What I noticed from Wright in his eighth NHL game was how often he popped into a shooting spot for his teammates to find him.

Even when there wasn’t an open passing lane, it was like remembering that “Oh yeah, to shoot it into the net I have to get into the slot and present myself.” He was regularly in a spot like this against the Habs:

There’s no lane for a pass in this instance, but he was trying to be available. And because of that simple difference, he suddenly became a weapon. First, there was the goal, where he presents his stick in the slot:

But that was just one of a half-dozen times he did it. He almost scores here by being available at the top of the crease off the rush:

Below, he digs a puck out on the forecheck and skates to the dangerous area again:

And almost-scoring aside, he just looked like a skilled player making skilled plays. Here he sends Yanni Gourde in on a breakaway, nearly adding an assist, then goes to the crease for the follow-up:

In sum, Wright was great, and his line as whole was, too. They were far more dangerous with him contributing, as you’d expect.

That loops me back around to the intro, where I can assure you Shane Wright did not learn how to play hockey in the AHL last week. He’s always known the solutions to the questions posed at the NHL level, sometimes you just have to step away and come back to a problem to see it more clearly. (Yes, you can call that confidence if you like, but part of what will now be “confidence” comes by earning it, simply from getting a fresh look.)

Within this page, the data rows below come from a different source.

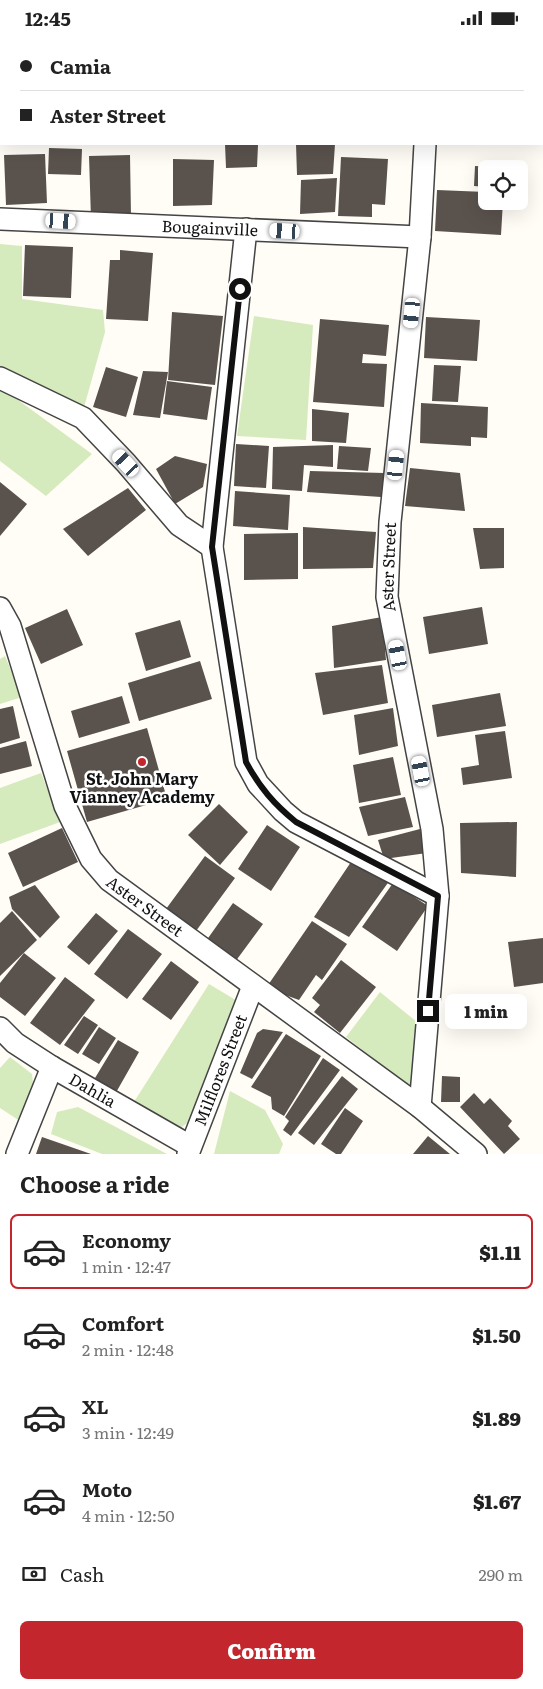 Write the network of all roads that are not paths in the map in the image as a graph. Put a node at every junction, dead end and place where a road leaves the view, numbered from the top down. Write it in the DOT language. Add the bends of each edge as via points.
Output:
graph roads {
  1 [pos="425,145"];
  2 [pos="0,219"];
  3 [pos="246,229"];
  4 [pos="420,237"];
  5 [pos="0,378"];
  6 [pos="212,547"];
  7 [pos="0,608"];
  8 [pos="438,896"];
  9 [pos="253,986"];
  10 [pos="0,1028"];
  11 [pos="52,1067"];
  12 [pos="420,1107"];
  13 [pos="189,1150"];
  14 [pos="17,1154"];
  15 [pos="476,1154"];
  1 -- 4 [label="street, Aster Street"];
  2 -- 3 [label="street, Bougainville"];
  3 -- 4 [label="street, Bougainville"];
  3 -- 6 [label="street"];
  4 -- 8 [label="street, Aster Street" via="390,521 386,597 432,829"];
  5 -- 6 [label="street" via="84,418 179,525"];
  6 -- 8 [label="street" via="246,762 258,783 296,822"];
  7 -- 9 [label="street, Aster Street" via="10,626 65,806 91,859 109,880"];
  8 -- 12 [label="street, Aster Street"];
  9 -- 12 [label="street, Aster Street"];
  9 -- 13 [label="street, Milflores Street"];
  10 -- 11 [label="street, Dahlia" via="15,1043"];
  11 -- 13 [label="street, Dahlia"];
  11 -- 14 [label="street"];
  12 -- 15 [label="street, Aster Street"];
}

I bring Wright back into the discussion today because nearly every NHL team has a young talented player they’d like to get un-stuck. Often, the debate becomes: is it better to give this player a run of 10 games on the top line and try to just figure it out, or is it better to send them down (or healthy scratch them), where they can either get a different opportunity, or just the chance to step away and see the game from a different angle for a minute?

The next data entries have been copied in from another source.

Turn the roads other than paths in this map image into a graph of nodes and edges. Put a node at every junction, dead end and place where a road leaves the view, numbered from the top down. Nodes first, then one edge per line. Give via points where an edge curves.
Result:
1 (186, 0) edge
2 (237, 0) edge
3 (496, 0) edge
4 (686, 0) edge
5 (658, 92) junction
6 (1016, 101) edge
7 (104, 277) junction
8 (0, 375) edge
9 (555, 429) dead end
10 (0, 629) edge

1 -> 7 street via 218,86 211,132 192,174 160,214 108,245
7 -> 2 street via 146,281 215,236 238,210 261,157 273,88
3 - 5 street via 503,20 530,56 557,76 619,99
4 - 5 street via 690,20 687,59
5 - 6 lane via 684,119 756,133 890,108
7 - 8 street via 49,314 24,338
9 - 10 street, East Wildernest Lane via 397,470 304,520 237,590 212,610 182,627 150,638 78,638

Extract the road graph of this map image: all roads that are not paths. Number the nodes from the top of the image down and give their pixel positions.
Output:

In Toronto, that debate centres around Nick Robertson, though it’s not unique to their organization. (What’s funny, is they went through something similar as Rasmus Sandin “passed” Timothy Liljegren, who spent much more time in the AHL. The latter just needed more time – as Robertson might? – and a different path to get to the same place they’re both at now.)

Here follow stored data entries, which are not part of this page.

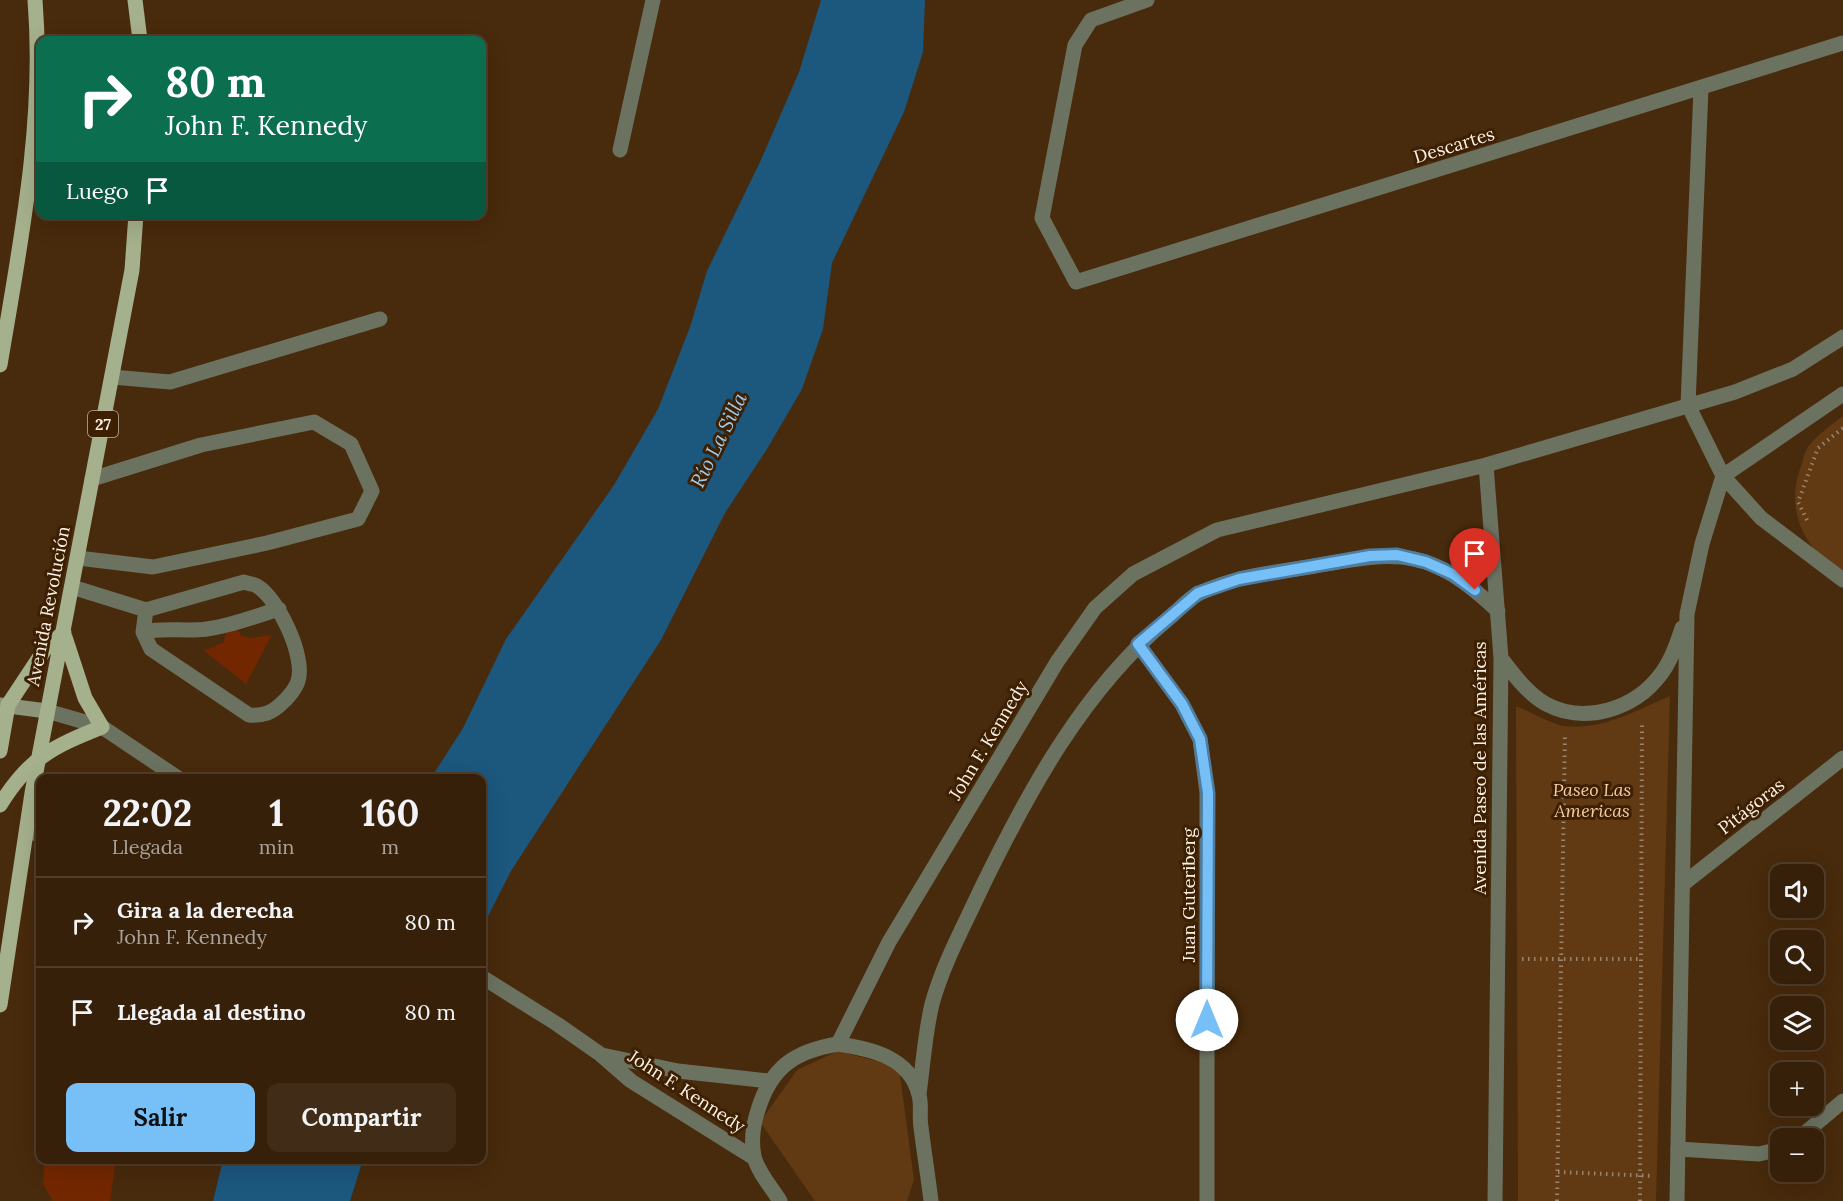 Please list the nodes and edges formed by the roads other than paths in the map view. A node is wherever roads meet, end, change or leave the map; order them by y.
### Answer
1 (35, 0) edge
2 (135, 0) edge
3 (653, 0) edge
4 (1147, 0) edge
5 (38, 36) edge
6 (140, 36) edge
7 (1843, 43) edge
8 (1701, 88) junction
9 (36, 90) edge
10 (620, 150) dead end
11 (36, 184) edge
12 (29, 192) junction
13 (136, 219) edge
14 (380, 319) dead end
15 (1843, 337) edge
16 (0, 365) edge
17 (112, 377) junction
18 (1843, 394) edge
19 (1688, 405) junction
20 (1486, 465) junction
21 (1723, 476) junction
22 (92, 479) junction
23 (78, 558) junction
24 (1843, 580) edge
25 (72, 587) junction
26 (279, 609) junction
27 (146, 610) junction
28 (1498, 611) junction
29 (1687, 614) junction
30 (64, 632) junction
31 (143, 632) junction
32 (1138, 644) junction
33 (1501, 658) junction
34 (4, 705) edge
35 (48, 711) junction
36 (102, 728) junction
37 (0, 751) edge
38 (39, 756) junction
39 (1843, 758) edge
40 (38, 774) edge
41 (170, 774) edge
42 (36, 802) edge
43 (0, 805) edge
44 (34, 832) edge
45 (1683, 884) junction
46 (486, 980) edge
47 (0, 1005) edge
48 (838, 1044) junction
49 (600, 1054) junction
50 (768, 1082) junction
51 (919, 1094) junction
52 (1843, 1101) edge
53 (1811, 1128) edge
54 (1678, 1149) junction
55 (1770, 1151) edge
56 (754, 1158) junction
57 (780, 1201) edge
58 (931, 1201) edge
59 (1207, 1201) edge
60 (1496, 1201) edge
61 (1677, 1201) edge

1 - 5 main road
2 - 6 main road
3 - 10 street
4 - 8 street, Descartes
7 - 8 street, Descartes
8 - 19 street
9 - 12 main road
11 - 12 main road
12 - 16 main road
13 - 17 main road, Avenida Revolución / 27
14 - 17 street
15 - 19 street
17 - 22 main road, Avenida Revolución / 27
18 - 21 street
19 - 20 street
19 - 21 street
20 - 28 street, Avenida Paseo de las Américas
20 - 48 street, John F. Kennedy
21 - 24 street
21 - 29 street
22 - 23 main road, Avenida Revolución / 27
22 - 23 street
23 - 25 main road, Avenida Revolución / 27
25 - 27 street
25 - 30 main road, Avenida Revolución / 27
26 - 27 street
26 - 31 street
26 - 31 street
27 - 31 street
28 - 32 street
28 - 33 street, Avenida Paseo de las Américas
29 - 33 street
29 - 45 street
30 - 34 main road
30 - 35 main road, Avenida Revolución / 27
30 - 36 main road
32 - 51 street
32 - 59 street, Juan Guteriberg
33 - 60 street, Avenida Paseo de las Américas
34 - 35 main road
34 - 37 main road
35 - 36 street
35 - 38 main road, Avenida Revolución / 27
36 - 38 main road
36 - 41 street
38 - 40 main road, Avenida Revolución / 27
38 - 43 main road
39 - 45 street, Pitágoras
42 - 44 main road, Avenida Revolución / 27
44 - 47 main road, Avenida Revolución / 27
45 - 54 street
46 - 49 street, John F. Kennedy
48 - 50 street
48 - 51 street
49 - 50 street, John F. Kennedy
49 - 56 street, John F. Kennedy
50 - 56 street
51 - 58 street
52 - 53 street
54 - 55 street
54 - 61 street
56 - 57 street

The issue is partly a problem with how these sort of “demotions” are covered by the media, which is an issue the teams themselves have created. Young players who can contribute have such value (thanks, salary cap), that teams want it to work out with their draft picks as soon as possible. So they often give them too much – and promise too much – and suddenly they fear irreparably damaging confidence (or worse, relationships) by moving players out of the big spotlight to step away and get a different look. There’s some weird shame associated with taking an extra minute.

It needn’t be such a dramatic decision, nor a need for a referendum on a player. Patience is a weapon for organizations who know how to wield it, and I give the Kraken credit: when things didn’t go as planned last season, they didn’t panic, but rather slow-played most of their decisions, which are looking pretty good this season. With Wright, getting him a look in the minors was unequivocally the best thing for the player, and that takes patience. Heck, they may need to be patient for the whole year here – it’s not like the player is forever changed, and is suddenly a point-per-game guy. He’ll have plenty of down moments, despite his recent “up.”

But the Kraken allowed Wright to see things fresh all over again, and when he was presented with the same challenges as earlier in the season, he saw his way through them. He saw new paths.

It should be a lesson to teams around the NHL.

There is no shame in not giving everything to your young players right away. Stepping away for a few games is not failure. Development is not failure. The path of no two successful people is the same, and while Wright’s story is yet to be written, how the Kraken handled his early struggles gives him a fair chance to look back at his 2022-23 season as a success. The same player was able to look different, because he was offered a different view.